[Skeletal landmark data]
* * * * * * * * *

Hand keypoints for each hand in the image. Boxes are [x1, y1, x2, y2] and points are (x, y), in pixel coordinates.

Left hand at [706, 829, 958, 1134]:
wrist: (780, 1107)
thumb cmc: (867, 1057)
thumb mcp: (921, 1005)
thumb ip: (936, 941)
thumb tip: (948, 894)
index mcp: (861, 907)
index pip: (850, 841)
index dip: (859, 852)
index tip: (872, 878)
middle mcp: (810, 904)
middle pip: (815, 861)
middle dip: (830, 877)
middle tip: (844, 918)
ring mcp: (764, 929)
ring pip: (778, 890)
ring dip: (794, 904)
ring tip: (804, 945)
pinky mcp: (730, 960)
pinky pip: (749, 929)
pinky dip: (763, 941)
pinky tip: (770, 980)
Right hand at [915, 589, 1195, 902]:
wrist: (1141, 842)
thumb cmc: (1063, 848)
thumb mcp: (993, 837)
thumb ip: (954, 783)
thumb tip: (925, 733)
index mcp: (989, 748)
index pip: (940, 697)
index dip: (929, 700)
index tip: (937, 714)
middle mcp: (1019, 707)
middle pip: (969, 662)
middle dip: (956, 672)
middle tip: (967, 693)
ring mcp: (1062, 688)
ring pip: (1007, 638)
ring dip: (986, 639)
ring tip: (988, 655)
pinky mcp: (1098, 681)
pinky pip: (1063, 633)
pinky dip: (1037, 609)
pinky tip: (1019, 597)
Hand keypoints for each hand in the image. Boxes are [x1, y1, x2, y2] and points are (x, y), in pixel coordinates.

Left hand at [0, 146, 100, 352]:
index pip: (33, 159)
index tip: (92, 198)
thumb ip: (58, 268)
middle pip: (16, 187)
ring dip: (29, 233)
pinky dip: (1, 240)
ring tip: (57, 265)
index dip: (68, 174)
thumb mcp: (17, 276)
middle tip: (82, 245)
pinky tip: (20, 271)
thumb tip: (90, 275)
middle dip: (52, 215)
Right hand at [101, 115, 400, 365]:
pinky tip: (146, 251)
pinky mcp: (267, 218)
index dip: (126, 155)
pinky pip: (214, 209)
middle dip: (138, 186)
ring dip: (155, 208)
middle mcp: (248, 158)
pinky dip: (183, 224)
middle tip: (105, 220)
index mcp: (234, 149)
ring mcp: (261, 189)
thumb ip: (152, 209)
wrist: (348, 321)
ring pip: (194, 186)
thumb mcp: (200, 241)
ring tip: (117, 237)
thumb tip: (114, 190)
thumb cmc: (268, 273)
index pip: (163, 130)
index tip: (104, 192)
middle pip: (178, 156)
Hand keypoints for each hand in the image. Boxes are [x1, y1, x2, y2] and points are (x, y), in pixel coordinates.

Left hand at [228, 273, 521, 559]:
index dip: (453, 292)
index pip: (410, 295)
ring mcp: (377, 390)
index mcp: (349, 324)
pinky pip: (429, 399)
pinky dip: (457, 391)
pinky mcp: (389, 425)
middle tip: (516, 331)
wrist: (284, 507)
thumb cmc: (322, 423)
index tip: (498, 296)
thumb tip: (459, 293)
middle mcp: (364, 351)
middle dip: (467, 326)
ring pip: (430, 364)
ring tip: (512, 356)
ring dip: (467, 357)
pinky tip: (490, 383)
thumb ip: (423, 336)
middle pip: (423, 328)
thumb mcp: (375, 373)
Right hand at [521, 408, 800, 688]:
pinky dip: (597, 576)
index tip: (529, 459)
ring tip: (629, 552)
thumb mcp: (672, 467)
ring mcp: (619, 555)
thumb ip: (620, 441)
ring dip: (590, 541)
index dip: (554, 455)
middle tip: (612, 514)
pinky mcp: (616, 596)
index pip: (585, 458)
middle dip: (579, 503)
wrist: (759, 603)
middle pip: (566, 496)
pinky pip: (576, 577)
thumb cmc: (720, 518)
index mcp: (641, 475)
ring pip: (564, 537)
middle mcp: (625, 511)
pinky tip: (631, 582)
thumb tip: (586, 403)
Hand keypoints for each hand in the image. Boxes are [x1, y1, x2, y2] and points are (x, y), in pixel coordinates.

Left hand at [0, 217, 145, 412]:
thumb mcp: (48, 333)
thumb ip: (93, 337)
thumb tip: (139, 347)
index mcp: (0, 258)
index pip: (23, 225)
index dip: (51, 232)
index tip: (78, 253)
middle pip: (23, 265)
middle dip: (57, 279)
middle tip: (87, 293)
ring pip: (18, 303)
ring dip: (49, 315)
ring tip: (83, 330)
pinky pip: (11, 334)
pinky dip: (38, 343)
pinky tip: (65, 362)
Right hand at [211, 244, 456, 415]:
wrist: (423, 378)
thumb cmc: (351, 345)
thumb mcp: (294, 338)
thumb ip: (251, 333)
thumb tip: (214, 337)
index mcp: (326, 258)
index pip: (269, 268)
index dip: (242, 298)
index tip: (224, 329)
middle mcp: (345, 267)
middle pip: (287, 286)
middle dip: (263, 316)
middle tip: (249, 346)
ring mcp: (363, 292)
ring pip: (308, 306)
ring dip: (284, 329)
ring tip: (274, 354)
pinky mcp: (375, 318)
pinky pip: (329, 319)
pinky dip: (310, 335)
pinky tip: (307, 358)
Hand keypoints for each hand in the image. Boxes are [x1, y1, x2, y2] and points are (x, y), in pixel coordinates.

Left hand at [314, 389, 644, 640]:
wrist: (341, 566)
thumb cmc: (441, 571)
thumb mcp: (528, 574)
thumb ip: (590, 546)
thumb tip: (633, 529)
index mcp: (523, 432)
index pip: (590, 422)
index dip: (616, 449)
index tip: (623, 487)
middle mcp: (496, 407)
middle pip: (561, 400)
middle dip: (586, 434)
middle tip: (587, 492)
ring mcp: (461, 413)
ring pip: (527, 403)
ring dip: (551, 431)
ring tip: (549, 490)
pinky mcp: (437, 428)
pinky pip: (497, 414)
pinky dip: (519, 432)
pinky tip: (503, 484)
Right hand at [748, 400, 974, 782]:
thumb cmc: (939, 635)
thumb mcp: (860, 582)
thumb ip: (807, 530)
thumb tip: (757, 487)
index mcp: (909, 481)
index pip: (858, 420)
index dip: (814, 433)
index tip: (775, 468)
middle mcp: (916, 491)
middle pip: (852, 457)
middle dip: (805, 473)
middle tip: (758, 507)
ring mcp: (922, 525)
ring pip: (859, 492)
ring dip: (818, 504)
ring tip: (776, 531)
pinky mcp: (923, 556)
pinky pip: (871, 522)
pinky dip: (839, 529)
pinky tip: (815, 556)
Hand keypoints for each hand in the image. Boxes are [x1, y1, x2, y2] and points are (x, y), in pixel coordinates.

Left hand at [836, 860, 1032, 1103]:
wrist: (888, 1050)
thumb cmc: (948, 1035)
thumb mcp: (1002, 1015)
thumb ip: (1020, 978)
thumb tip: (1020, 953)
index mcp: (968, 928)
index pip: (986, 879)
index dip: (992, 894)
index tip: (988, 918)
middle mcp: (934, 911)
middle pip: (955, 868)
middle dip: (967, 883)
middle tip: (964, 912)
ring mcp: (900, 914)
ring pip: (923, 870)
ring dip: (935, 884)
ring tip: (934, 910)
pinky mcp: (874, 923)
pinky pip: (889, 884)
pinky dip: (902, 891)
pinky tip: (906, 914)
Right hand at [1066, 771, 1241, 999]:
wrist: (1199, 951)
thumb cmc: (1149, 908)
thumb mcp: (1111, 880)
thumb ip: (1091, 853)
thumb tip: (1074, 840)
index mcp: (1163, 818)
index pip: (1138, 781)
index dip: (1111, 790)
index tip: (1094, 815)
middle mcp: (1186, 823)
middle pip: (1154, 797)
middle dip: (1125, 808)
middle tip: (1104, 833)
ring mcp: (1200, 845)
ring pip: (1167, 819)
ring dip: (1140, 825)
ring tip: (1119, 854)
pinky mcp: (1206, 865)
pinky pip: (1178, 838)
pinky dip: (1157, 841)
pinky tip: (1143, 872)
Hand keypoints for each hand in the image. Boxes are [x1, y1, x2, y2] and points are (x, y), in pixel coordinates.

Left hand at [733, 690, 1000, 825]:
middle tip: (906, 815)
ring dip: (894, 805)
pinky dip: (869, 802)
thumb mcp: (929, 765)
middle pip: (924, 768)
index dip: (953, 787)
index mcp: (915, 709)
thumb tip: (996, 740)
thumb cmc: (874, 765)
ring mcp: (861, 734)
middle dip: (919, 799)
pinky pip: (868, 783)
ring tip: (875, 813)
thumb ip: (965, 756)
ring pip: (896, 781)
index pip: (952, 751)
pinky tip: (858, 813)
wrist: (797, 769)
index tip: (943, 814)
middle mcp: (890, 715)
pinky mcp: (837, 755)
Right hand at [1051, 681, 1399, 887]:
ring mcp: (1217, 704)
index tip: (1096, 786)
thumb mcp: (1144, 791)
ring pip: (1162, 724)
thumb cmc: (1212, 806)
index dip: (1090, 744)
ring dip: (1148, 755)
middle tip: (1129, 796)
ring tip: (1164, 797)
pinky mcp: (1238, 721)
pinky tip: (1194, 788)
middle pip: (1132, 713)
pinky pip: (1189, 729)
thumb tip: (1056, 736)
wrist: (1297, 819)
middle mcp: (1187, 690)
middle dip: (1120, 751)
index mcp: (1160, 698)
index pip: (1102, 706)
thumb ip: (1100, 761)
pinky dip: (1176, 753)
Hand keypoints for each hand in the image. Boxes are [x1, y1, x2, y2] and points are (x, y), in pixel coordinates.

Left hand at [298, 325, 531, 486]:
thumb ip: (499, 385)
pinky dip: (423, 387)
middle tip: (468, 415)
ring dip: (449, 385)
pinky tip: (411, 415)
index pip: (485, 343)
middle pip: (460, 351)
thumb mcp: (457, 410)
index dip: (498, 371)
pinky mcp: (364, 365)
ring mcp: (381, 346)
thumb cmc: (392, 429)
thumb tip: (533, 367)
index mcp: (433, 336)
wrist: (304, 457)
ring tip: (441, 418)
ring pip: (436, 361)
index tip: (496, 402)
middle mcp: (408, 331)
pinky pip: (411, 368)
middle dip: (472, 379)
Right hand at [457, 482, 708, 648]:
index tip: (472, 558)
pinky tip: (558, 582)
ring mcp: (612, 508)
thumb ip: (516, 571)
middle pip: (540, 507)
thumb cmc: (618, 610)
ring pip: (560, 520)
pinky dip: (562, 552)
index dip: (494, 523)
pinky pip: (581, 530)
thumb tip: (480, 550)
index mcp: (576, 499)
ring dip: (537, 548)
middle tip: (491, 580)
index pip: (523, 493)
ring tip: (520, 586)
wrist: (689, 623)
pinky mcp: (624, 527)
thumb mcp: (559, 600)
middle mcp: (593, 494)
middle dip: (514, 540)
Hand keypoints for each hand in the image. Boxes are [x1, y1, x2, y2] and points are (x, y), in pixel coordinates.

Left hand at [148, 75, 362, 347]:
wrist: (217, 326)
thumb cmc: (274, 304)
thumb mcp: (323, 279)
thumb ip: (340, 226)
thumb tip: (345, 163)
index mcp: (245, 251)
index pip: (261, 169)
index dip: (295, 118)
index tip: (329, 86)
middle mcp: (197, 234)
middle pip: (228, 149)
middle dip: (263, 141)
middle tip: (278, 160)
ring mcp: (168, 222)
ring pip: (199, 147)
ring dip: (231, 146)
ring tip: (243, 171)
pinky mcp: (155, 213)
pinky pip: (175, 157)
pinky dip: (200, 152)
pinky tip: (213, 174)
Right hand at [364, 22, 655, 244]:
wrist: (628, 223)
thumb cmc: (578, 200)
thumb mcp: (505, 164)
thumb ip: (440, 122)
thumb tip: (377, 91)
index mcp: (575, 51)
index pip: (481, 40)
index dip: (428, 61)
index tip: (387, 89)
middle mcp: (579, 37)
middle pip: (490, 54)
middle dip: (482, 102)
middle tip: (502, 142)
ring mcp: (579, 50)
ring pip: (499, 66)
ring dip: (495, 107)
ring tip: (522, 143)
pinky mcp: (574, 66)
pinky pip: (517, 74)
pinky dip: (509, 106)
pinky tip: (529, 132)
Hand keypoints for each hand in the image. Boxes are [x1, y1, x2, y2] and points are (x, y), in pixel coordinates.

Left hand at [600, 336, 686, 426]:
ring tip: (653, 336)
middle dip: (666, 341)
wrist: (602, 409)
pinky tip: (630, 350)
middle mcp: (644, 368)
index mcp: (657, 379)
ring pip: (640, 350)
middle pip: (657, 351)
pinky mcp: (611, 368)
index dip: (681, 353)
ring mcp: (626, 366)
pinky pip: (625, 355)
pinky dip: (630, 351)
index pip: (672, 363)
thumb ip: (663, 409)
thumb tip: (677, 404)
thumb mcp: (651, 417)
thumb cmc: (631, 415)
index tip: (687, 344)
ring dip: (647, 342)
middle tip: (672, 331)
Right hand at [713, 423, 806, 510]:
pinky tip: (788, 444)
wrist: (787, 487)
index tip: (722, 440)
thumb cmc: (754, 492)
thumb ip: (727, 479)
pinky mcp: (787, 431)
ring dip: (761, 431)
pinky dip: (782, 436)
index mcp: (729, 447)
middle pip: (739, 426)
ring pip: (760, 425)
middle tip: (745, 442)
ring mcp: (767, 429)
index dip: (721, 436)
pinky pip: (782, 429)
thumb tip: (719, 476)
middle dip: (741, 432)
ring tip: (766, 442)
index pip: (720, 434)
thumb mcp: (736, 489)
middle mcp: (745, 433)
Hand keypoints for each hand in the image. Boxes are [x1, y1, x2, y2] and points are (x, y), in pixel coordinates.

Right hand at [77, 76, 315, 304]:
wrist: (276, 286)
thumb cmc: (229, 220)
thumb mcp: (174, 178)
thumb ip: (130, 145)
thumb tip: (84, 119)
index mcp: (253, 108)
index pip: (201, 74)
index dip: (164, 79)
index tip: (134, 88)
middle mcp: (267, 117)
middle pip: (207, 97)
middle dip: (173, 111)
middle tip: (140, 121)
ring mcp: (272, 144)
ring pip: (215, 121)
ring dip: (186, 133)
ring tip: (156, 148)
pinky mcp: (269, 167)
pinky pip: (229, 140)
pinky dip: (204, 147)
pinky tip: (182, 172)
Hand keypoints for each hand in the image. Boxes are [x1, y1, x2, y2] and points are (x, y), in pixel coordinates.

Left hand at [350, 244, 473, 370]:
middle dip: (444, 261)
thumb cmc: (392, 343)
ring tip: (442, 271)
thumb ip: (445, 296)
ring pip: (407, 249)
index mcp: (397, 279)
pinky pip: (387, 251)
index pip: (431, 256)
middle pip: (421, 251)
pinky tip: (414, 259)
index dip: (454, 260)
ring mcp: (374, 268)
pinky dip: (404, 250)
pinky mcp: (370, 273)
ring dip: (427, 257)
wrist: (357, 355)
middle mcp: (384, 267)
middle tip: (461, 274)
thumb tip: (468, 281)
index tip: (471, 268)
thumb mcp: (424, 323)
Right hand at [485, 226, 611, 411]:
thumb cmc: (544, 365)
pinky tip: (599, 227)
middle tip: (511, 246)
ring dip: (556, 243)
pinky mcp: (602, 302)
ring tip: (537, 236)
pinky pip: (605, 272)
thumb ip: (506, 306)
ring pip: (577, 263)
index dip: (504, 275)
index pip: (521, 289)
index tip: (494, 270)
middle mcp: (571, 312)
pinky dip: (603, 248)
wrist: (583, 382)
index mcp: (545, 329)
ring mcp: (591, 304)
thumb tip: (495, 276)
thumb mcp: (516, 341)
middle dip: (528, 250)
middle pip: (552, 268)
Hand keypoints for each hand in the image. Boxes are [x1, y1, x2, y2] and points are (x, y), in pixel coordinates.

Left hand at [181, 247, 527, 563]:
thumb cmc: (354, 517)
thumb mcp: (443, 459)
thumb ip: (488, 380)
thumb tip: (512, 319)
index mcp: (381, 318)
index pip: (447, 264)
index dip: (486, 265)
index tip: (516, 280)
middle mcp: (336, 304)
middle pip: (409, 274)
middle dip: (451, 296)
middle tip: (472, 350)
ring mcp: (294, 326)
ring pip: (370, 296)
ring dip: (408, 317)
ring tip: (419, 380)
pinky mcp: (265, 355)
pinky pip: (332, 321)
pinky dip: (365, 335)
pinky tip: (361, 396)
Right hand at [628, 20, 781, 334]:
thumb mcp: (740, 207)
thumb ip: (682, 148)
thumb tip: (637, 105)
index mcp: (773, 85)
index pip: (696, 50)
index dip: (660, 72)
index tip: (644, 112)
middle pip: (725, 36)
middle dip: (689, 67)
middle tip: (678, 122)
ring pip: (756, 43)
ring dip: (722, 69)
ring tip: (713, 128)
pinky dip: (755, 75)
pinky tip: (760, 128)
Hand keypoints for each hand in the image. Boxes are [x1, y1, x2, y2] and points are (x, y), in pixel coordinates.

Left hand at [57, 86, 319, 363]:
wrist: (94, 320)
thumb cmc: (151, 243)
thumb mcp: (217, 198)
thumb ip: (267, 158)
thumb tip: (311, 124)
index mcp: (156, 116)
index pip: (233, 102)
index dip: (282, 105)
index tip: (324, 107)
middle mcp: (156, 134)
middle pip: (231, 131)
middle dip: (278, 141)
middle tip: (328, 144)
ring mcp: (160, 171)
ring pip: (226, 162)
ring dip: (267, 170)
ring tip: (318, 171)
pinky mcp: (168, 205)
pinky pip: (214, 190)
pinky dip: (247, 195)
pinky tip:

* * * * * * * * *

There is a line with "index mcp: (968, 928)" and a line with "middle pip: (1132, 713)" above. Copy exactly those two lines and all lines between them, with nothing else.

Answer section:
index mcp: (968, 928)
index pip: (986, 879)
index dip: (992, 894)
index tip: (988, 918)
middle mcp: (934, 911)
middle pip: (955, 868)
middle dip: (967, 883)
middle tip: (964, 912)
ring mcp: (900, 914)
ring pip: (923, 870)
ring dip: (935, 884)
ring tip: (934, 910)
pinky mcp: (874, 923)
pinky pip: (889, 884)
pinky dip: (902, 891)
pinky tip: (906, 914)
Right hand at [1066, 771, 1241, 999]:
wrist: (1199, 951)
thumb cmc: (1149, 908)
thumb mcp: (1111, 880)
thumb ip: (1091, 853)
thumb tip: (1074, 840)
index mcp: (1163, 818)
index pip: (1138, 781)
index dip: (1111, 790)
index tip: (1094, 815)
middle mcp: (1186, 823)
middle pip: (1154, 797)
middle dip: (1125, 808)
middle tip: (1104, 833)
ring mcp: (1200, 845)
ring pip: (1167, 819)
ring dip: (1140, 825)
ring tip: (1119, 854)
pinky mcp: (1206, 865)
pinky pip: (1178, 838)
pinky dip: (1157, 841)
pinky tip: (1143, 872)
Hand keypoints for each hand in the image. Boxes are [x1, y1, x2, y2] and points are (x, y), in pixel coordinates.

Left hand at [733, 690, 1000, 825]:
middle tip: (906, 815)
ring dip: (894, 805)
pinky dip: (869, 802)
thumb mcp: (929, 765)
middle pip: (924, 768)
index dip: (953, 787)
index mcp: (915, 709)
thumb tip: (996, 740)
thumb cmc: (874, 765)
ring mcp: (861, 734)
middle dip: (919, 799)
pinky pip: (868, 783)
ring tip: (875, 813)
thumb ip: (965, 756)
ring pip: (896, 781)
index pip: (952, 751)
pinky tip: (858, 813)
wrist: (797, 769)
index tip: (943, 814)
middle mcp: (890, 715)
pinky mcp: (837, 755)
Right hand at [1051, 681, 1399, 887]:
ring mcp: (1217, 704)
index tip: (1096, 786)
thumb mcp: (1144, 791)
ring pip: (1162, 724)
thumb cmc: (1212, 806)
index dip: (1090, 744)
ring dip: (1148, 755)
middle tip: (1129, 796)
ring tip: (1164, 797)
pinky mcp: (1238, 721)
pinky tip: (1194, 788)
middle pip: (1132, 713)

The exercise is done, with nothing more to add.